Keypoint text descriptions
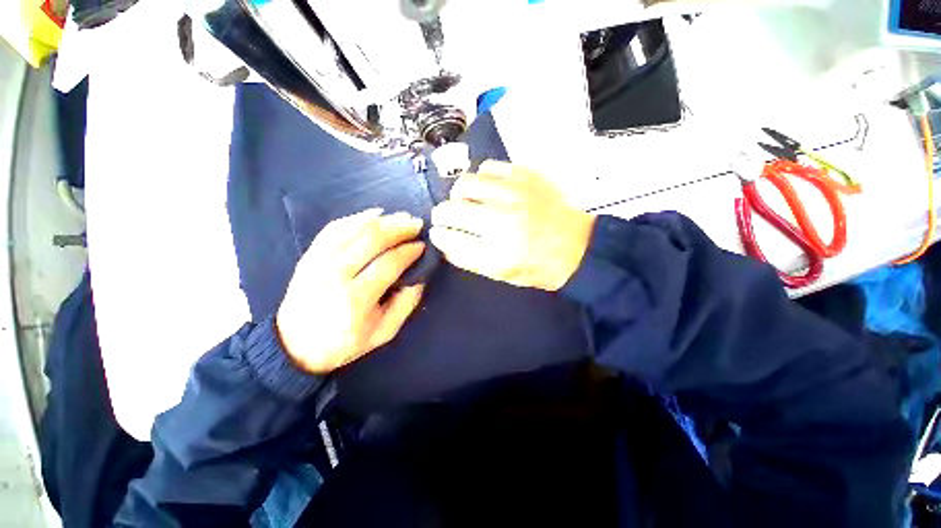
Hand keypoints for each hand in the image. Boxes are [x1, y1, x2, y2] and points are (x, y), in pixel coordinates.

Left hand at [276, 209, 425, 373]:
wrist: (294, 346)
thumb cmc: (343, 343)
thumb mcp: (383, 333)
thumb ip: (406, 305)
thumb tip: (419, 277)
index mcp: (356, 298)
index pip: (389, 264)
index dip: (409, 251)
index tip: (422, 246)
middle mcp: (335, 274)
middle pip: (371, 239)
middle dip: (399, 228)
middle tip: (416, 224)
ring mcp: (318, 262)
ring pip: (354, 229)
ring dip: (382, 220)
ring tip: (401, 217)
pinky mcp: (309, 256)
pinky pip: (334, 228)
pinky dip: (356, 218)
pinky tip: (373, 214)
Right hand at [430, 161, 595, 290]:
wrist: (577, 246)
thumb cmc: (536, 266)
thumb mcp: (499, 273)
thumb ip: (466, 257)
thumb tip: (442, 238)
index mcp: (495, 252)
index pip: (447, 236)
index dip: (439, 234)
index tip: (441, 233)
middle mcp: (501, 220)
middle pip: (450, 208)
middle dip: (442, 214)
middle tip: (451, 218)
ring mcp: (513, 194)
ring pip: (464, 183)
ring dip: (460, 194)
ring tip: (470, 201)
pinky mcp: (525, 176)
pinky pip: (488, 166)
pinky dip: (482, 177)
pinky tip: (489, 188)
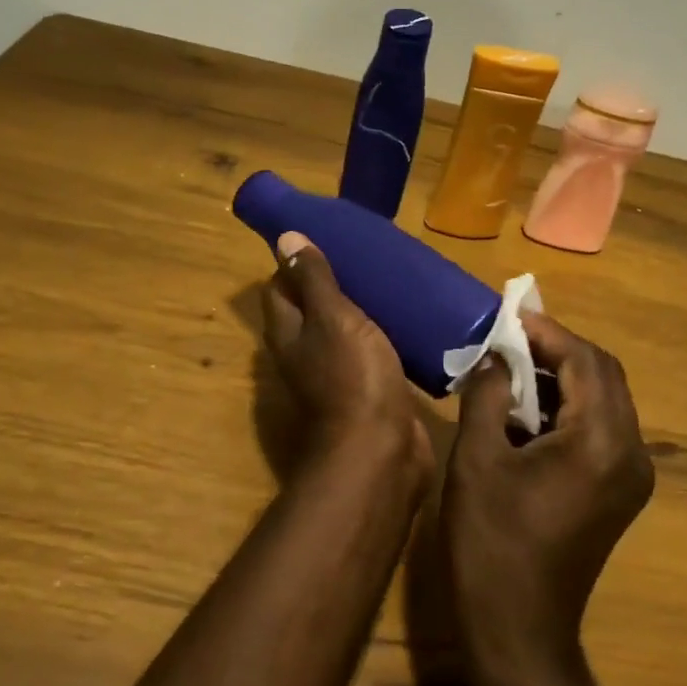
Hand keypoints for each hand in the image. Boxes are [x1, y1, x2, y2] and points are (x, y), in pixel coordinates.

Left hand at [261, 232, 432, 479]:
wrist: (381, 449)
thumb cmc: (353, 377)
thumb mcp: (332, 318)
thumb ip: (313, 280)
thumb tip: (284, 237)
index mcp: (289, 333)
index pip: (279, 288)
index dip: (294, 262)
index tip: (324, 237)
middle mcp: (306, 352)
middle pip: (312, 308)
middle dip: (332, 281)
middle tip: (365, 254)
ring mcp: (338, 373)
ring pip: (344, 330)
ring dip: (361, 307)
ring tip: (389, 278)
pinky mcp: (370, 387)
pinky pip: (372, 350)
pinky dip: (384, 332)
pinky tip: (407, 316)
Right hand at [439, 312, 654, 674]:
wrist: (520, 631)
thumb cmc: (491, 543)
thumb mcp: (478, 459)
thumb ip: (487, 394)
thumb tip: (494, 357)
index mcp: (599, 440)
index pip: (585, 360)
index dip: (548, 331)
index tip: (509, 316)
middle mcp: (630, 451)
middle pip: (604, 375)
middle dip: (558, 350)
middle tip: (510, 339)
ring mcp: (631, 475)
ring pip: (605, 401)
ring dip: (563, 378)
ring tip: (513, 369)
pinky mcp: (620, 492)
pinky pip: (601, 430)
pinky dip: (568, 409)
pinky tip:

◆ **ASSIGNMENT**:
Restate word for word the lines of the data above that begin at the line with "ring mcp: (318, 262)" and end at the line with "thumb tip: (494, 357)", keeping both ends and dropping every picture.

◆ **SOLUTION**:
ring mcp: (318, 262)
ring pip: (354, 229)
ring dip: (382, 220)
ring tip: (401, 217)
pinky mcp: (309, 256)
pinky pip: (334, 228)
pinky dip: (356, 218)
pinky tip: (373, 214)
Right hand at [430, 161, 595, 290]:
wrist: (577, 246)
thumb cmc: (536, 266)
thumb mcp: (499, 273)
thumb ip: (466, 257)
thumb tip: (442, 238)
index mcp: (495, 252)
index pip: (447, 236)
index dip: (439, 234)
index tip: (441, 233)
middle mcp: (501, 220)
middle pip: (450, 208)
middle dip: (442, 214)
middle tip: (451, 218)
ring mcp: (513, 194)
ring pip: (464, 183)
ring dip: (460, 194)
ring tip: (470, 201)
pinky mcp: (525, 176)
pinky pip: (488, 166)
pinky dip: (482, 177)
pinky tip: (489, 188)
Hand keypoints for each hand in the image. Boxes are [x1, y1, x2, y2] and points are (x, y), in pixel coordinates.

Left hand at [261, 232, 432, 479]:
wrist: (381, 449)
thumb cmc: (353, 377)
thumb mcp: (332, 318)
thumb ip: (313, 280)
thumb tip: (284, 237)
index mcp: (289, 333)
index pip: (279, 288)
index dip: (294, 262)
index tip: (324, 237)
middle mcp: (306, 352)
middle pip: (312, 308)
middle dip: (332, 281)
middle tip: (365, 254)
ring mcp: (338, 373)
ring pip: (344, 330)
ring dip: (361, 307)
ring tip: (389, 278)
pinky mcp: (370, 387)
pinky pip: (372, 350)
pinky dip: (384, 332)
pinky tip: (407, 316)
Right hand at [439, 312, 654, 674]:
wrist: (520, 631)
thumb cmc: (491, 543)
thumb mcp: (478, 459)
thumb ip: (487, 394)
thumb tip: (494, 357)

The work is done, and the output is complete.